## WHAT IS EXPECTED
The required output is the exact sequence of lines from the line holding "middle mcp: (775, 408)" to the end of the records, inclusive.
=== SUPPLIED INFORMATION ===
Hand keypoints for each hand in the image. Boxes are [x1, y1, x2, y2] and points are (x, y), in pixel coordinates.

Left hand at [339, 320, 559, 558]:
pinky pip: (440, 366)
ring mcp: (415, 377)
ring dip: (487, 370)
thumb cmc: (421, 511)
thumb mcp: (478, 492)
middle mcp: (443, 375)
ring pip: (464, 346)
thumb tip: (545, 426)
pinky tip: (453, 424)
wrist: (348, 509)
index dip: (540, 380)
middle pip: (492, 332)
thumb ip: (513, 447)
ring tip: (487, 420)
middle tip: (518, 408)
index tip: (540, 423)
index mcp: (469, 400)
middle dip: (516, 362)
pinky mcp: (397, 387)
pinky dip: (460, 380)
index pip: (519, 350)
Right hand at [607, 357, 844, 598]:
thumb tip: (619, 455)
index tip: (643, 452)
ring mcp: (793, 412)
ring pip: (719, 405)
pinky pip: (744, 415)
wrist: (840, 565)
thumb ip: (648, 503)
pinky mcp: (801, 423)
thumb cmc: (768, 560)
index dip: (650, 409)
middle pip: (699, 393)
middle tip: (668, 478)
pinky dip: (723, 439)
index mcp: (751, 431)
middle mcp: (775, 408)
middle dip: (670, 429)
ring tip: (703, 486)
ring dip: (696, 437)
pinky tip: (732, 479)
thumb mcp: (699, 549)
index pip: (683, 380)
===
## ANSWER SECTION
middle mcp: (775, 408)
middle dip: (670, 429)
ring tip: (703, 486)
ring dip: (696, 437)
pinky tip: (732, 479)
thumb mcp: (699, 549)
index pip: (683, 380)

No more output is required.